### Records for processing
*** Begin section ***

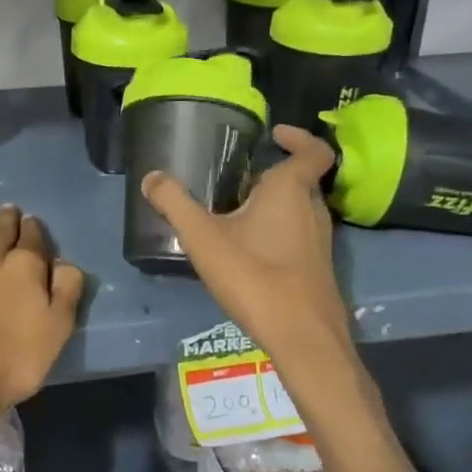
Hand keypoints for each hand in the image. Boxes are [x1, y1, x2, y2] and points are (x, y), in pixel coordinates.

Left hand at [0, 205, 85, 433]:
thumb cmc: (15, 360)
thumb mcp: (58, 329)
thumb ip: (66, 290)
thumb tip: (65, 262)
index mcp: (24, 267)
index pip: (32, 239)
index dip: (33, 229)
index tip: (32, 221)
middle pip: (0, 232)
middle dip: (7, 220)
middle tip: (8, 210)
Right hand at [141, 125, 351, 360]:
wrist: (302, 337)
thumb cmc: (254, 276)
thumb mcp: (203, 237)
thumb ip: (175, 204)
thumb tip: (151, 177)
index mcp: (291, 191)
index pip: (313, 152)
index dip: (298, 138)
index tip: (274, 134)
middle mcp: (313, 210)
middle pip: (300, 181)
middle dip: (272, 175)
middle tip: (237, 180)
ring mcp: (320, 242)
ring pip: (299, 211)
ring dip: (274, 205)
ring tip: (235, 214)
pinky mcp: (317, 269)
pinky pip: (298, 236)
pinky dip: (277, 232)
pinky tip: (247, 253)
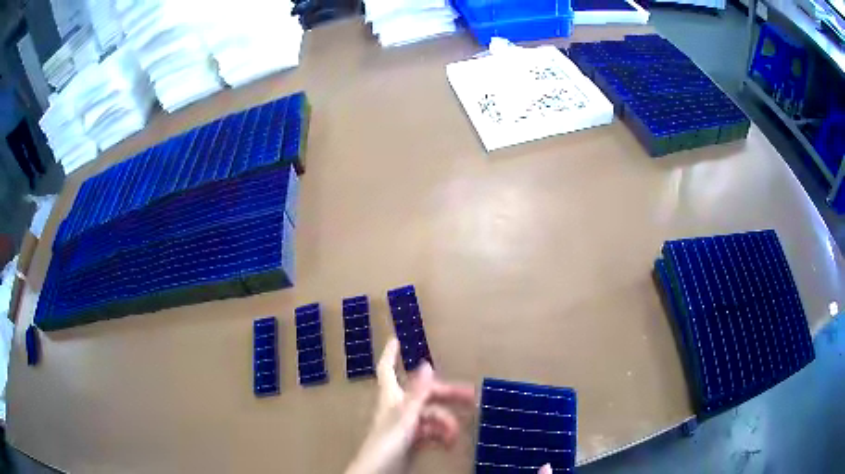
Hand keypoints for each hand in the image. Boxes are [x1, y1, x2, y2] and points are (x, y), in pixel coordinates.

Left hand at [344, 338, 475, 473]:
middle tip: (471, 396)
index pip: (388, 369)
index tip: (397, 338)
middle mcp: (398, 407)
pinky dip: (441, 436)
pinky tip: (449, 444)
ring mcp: (406, 425)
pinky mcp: (411, 440)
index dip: (391, 354)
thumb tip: (426, 364)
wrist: (379, 472)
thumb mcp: (405, 416)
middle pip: (425, 395)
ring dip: (446, 424)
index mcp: (391, 397)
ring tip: (454, 436)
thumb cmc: (388, 442)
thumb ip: (417, 393)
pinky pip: (431, 433)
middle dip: (447, 395)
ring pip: (431, 416)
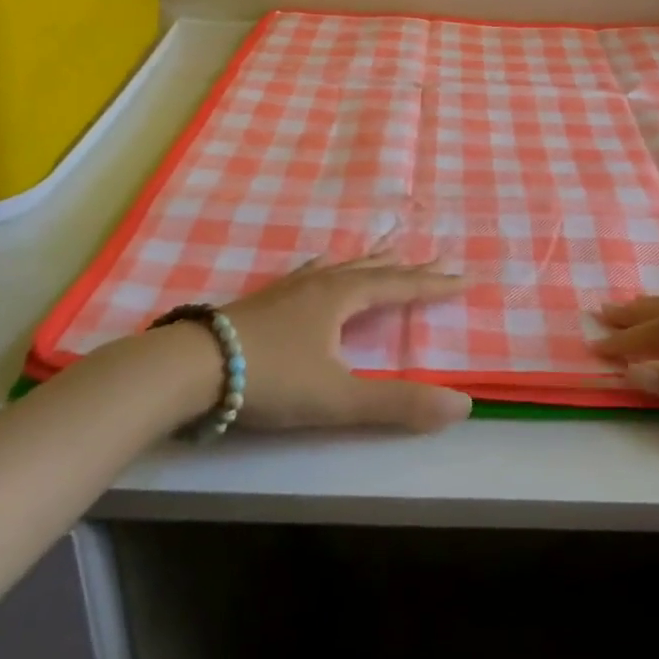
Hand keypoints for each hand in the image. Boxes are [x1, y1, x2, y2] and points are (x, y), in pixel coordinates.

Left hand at [217, 252, 472, 432]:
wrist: (193, 366)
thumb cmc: (271, 377)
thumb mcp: (339, 397)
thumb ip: (398, 403)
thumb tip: (462, 406)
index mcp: (342, 298)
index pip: (400, 287)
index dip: (434, 285)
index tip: (465, 277)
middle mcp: (321, 283)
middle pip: (374, 269)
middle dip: (409, 268)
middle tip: (438, 257)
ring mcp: (291, 288)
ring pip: (342, 267)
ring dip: (372, 262)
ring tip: (389, 252)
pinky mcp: (268, 299)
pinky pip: (312, 272)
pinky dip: (331, 267)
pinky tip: (322, 268)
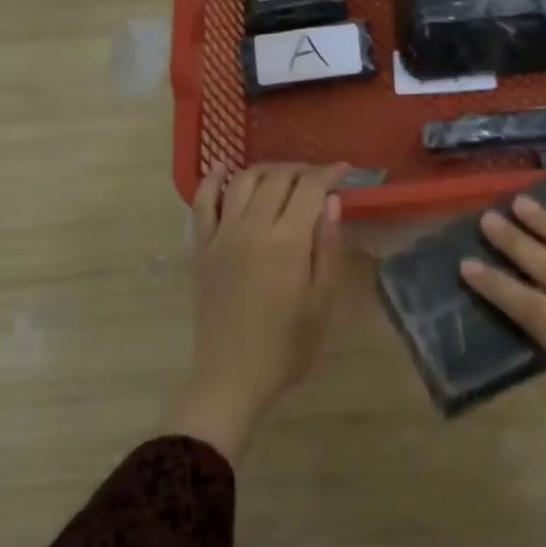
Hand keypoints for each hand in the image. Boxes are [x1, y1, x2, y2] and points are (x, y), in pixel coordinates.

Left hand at [166, 162, 347, 463]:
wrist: (233, 377)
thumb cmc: (288, 345)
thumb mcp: (323, 300)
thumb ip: (327, 246)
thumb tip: (332, 202)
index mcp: (288, 241)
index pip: (310, 188)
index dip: (330, 173)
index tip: (345, 170)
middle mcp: (252, 228)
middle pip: (277, 177)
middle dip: (302, 170)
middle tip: (319, 179)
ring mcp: (221, 236)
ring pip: (243, 181)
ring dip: (266, 170)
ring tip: (284, 176)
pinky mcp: (200, 248)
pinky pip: (202, 202)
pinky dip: (213, 180)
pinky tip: (224, 169)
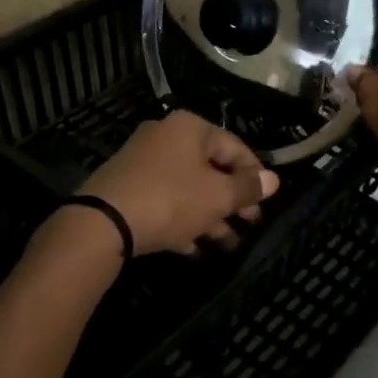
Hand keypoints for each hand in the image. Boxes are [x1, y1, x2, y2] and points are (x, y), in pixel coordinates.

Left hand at [80, 110, 281, 255]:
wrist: (104, 221)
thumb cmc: (171, 199)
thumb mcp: (217, 196)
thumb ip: (247, 188)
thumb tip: (273, 180)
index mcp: (190, 127)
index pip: (235, 146)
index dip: (255, 175)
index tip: (265, 203)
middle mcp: (165, 136)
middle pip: (210, 167)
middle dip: (232, 200)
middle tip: (249, 225)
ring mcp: (143, 162)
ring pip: (187, 187)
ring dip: (210, 216)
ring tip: (228, 245)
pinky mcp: (127, 187)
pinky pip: (164, 201)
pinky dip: (182, 221)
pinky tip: (194, 249)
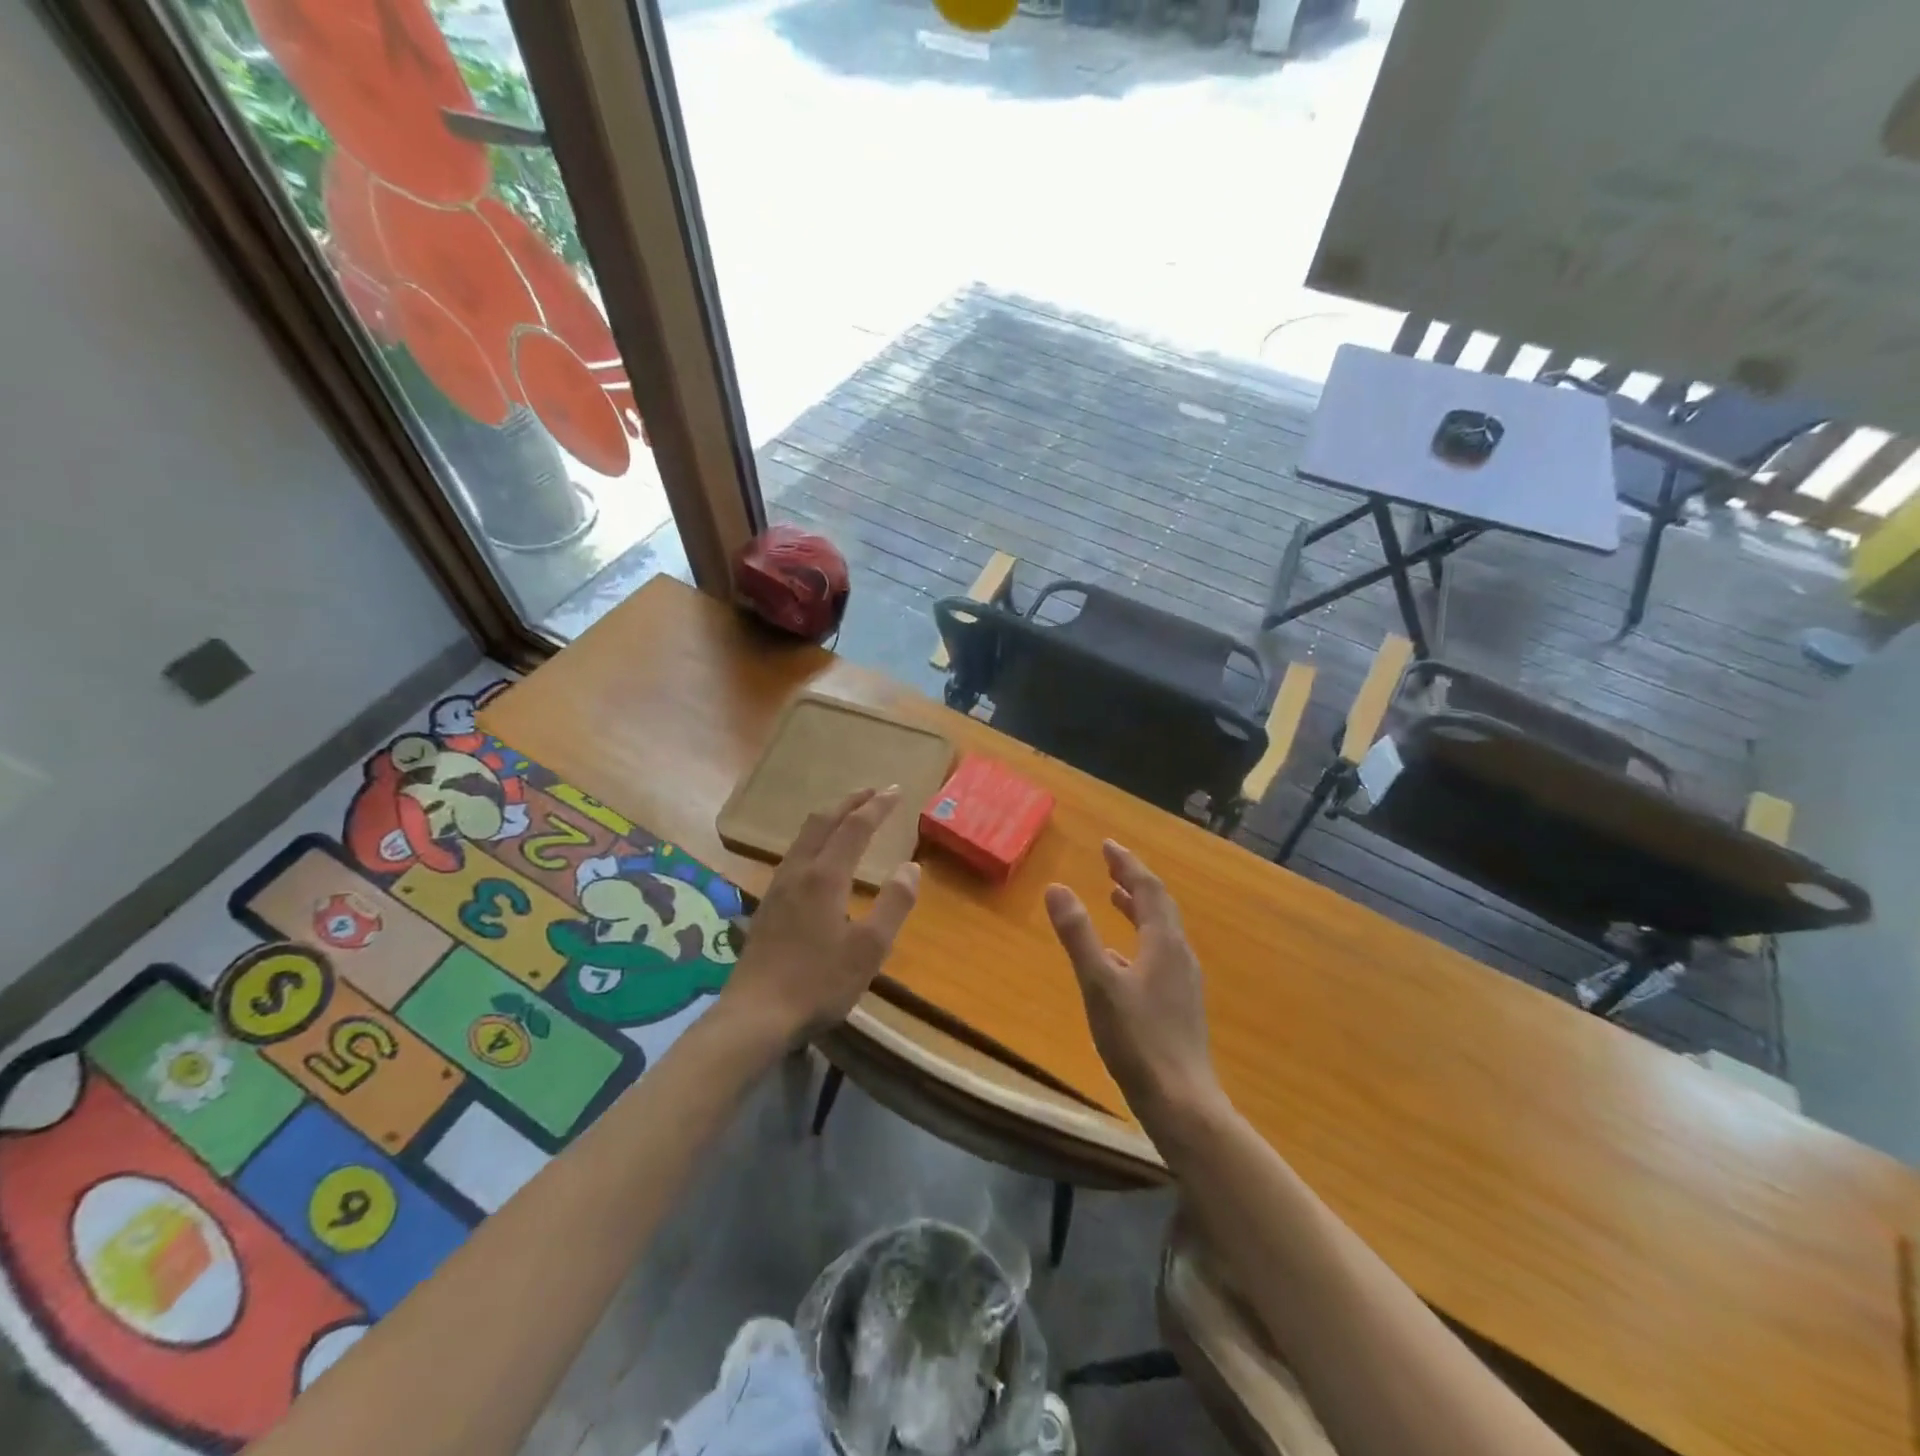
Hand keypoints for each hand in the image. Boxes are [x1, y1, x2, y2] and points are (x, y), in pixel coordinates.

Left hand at [718, 787, 919, 1049]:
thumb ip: (893, 904)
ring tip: (848, 816)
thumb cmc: (819, 983)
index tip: (897, 791)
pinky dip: (815, 839)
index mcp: (825, 877)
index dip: (877, 806)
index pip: (855, 827)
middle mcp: (798, 872)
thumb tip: (911, 867)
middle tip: (872, 792)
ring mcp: (778, 887)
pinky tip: (820, 859)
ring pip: (804, 837)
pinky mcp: (767, 905)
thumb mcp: (869, 949)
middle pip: (822, 822)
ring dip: (829, 818)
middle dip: (849, 802)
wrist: (755, 1015)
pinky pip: (795, 854)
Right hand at [1045, 841, 1223, 1126]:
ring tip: (1114, 897)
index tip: (1107, 845)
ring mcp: (1182, 982)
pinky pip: (1158, 955)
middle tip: (1109, 863)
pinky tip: (1118, 958)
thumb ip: (1078, 936)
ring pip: (1160, 931)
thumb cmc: (1138, 1040)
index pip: (1148, 889)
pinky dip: (1138, 939)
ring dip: (1137, 909)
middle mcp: (1179, 955)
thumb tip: (1057, 888)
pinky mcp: (1179, 1005)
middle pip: (1159, 906)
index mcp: (1164, 944)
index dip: (1127, 864)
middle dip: (1133, 881)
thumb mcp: (1099, 984)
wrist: (1182, 1102)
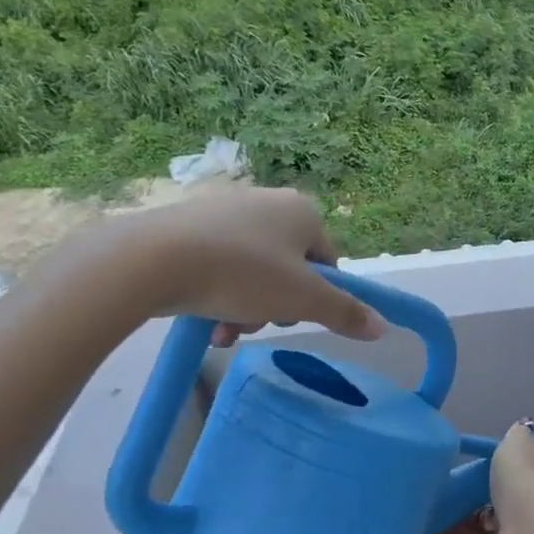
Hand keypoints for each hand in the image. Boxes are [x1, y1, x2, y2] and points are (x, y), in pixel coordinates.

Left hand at [102, 183, 388, 345]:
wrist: (150, 260)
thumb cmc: (242, 274)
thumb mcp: (302, 300)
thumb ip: (346, 313)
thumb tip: (383, 327)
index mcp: (302, 211)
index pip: (328, 262)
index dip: (318, 297)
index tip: (295, 317)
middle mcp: (267, 202)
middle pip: (289, 270)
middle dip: (276, 305)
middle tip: (257, 323)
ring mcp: (225, 212)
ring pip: (253, 272)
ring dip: (247, 308)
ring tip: (225, 331)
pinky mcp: (188, 226)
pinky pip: (218, 265)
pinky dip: (218, 295)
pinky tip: (205, 322)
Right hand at [415, 422, 533, 533]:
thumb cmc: (524, 480)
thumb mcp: (516, 445)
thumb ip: (513, 436)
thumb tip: (518, 426)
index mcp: (524, 478)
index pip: (498, 475)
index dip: (473, 473)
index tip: (443, 469)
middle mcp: (515, 509)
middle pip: (477, 506)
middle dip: (451, 503)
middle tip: (415, 496)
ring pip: (464, 533)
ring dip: (436, 530)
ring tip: (402, 521)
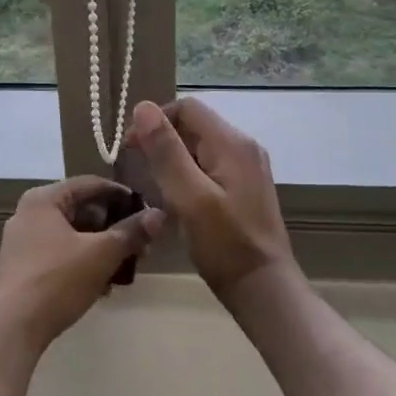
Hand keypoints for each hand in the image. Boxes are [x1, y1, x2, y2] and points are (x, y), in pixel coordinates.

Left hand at [0, 177, 166, 352]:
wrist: (12, 327)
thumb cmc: (57, 280)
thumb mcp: (101, 254)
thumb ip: (131, 232)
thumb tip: (159, 215)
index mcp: (43, 199)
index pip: (90, 184)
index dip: (121, 195)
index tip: (147, 212)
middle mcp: (29, 213)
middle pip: (82, 210)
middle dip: (114, 228)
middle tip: (140, 246)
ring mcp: (23, 241)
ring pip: (73, 235)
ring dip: (101, 248)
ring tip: (126, 269)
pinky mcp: (23, 267)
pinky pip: (61, 254)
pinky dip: (83, 262)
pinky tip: (103, 285)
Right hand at [126, 99, 294, 295]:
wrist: (263, 288)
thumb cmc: (224, 243)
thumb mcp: (189, 197)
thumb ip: (166, 151)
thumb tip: (142, 107)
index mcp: (232, 143)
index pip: (186, 107)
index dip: (154, 120)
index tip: (131, 148)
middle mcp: (243, 146)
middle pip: (193, 125)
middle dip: (162, 140)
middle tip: (141, 171)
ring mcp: (246, 167)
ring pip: (199, 146)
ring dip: (173, 159)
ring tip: (157, 188)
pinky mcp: (244, 186)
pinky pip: (209, 165)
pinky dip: (188, 173)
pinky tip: (178, 200)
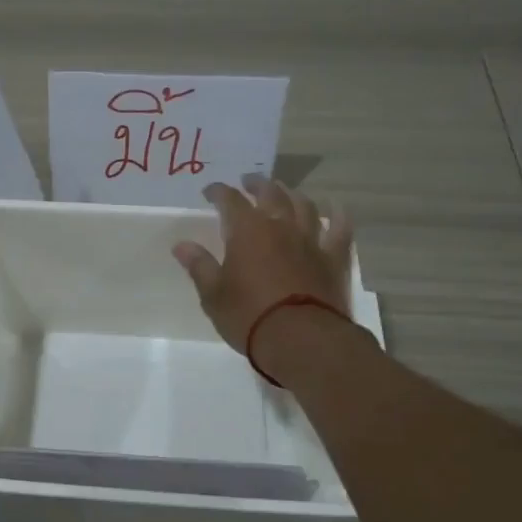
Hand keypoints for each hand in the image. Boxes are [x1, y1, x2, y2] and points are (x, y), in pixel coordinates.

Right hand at [172, 175, 353, 354]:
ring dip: (292, 194)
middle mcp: (280, 226)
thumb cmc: (249, 316)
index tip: (210, 192)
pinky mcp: (334, 258)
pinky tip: (335, 208)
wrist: (302, 339)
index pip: (230, 200)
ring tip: (285, 191)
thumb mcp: (213, 295)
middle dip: (257, 184)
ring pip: (304, 205)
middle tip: (249, 182)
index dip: (219, 192)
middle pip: (270, 193)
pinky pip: (340, 228)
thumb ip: (199, 266)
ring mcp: (310, 240)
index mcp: (247, 231)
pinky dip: (337, 214)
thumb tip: (181, 245)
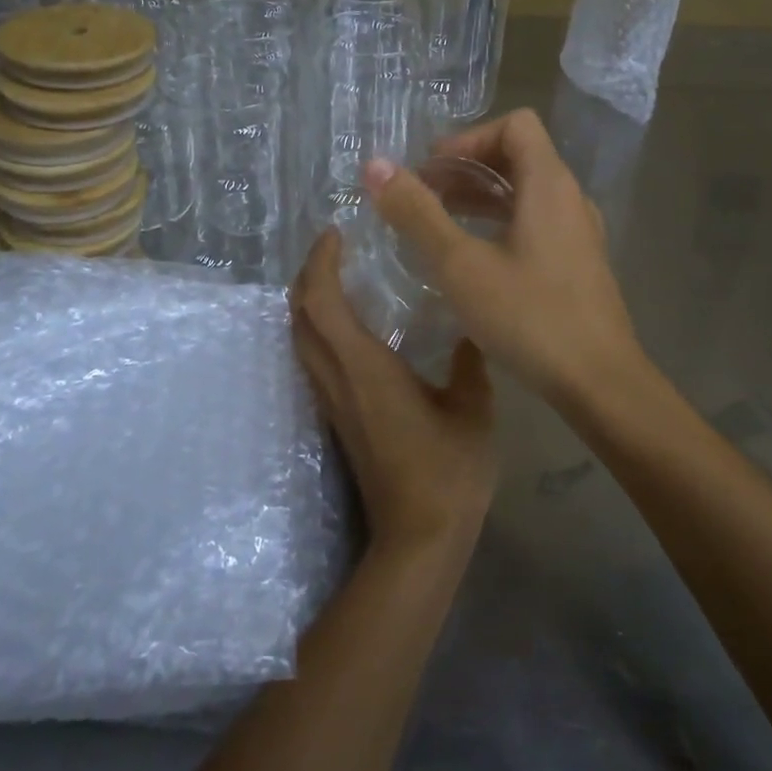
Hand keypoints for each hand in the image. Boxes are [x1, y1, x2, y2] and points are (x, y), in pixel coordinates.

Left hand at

*** End section ***

### What you have to do
Using the data above, give again exactly the lines starting at the one holding "index pip: (32, 239)" and ending at the one holding "ring pip: (431, 416)", inclusive, and nothing more. Omit the pictures.

### Solved problem
index pip: (32, 239)
index dip: (33, 229)
index tip: (32, 221)
middle pip: (0, 232)
middle dip: (7, 220)
middle tip: (8, 210)
Right hand at [141, 125, 351, 360]:
wrist: (302, 337)
thumb cmc: (254, 276)
thumb mcp: (203, 237)
thumb ip: (175, 204)
thumb tip: (151, 177)
index mcp: (291, 191)
index pip: (313, 152)
index dip: (298, 138)
index tip: (274, 134)
middle mcp: (313, 210)
middle pip: (300, 181)
middle dip: (272, 175)
middle tip: (237, 180)
ring mcp: (320, 242)
ring pip: (299, 211)
ring dip: (274, 205)
ring tip: (235, 214)
pinky mcp: (317, 269)
pinky pip: (298, 236)
pinky dip: (277, 232)
pinky tip: (247, 253)
Hand keypoints for each hand in the image. Boxes are [x1, y1, x2, y2] and points are (x, y), in pixel coordinates.

Left hand at [344, 338, 475, 473]:
middle tip: (471, 396)
index pip: (388, 369)
index tip: (397, 338)
middle mcp: (398, 407)
pinky dip: (441, 436)
pinky tip: (449, 444)
ring mcp: (406, 425)
pinky mcp: (411, 440)
index dip: (391, 354)
thumb tip: (426, 364)
wrist: (379, 472)
thumb mcp: (405, 416)
middle pip: (425, 395)
ring dip: (446, 424)
index mcp: (391, 397)
ring tip: (454, 436)
thumb cmc: (388, 442)
thumb ip: (417, 393)
pinky pip: (431, 433)
middle dip: (447, 395)
ring pip: (431, 416)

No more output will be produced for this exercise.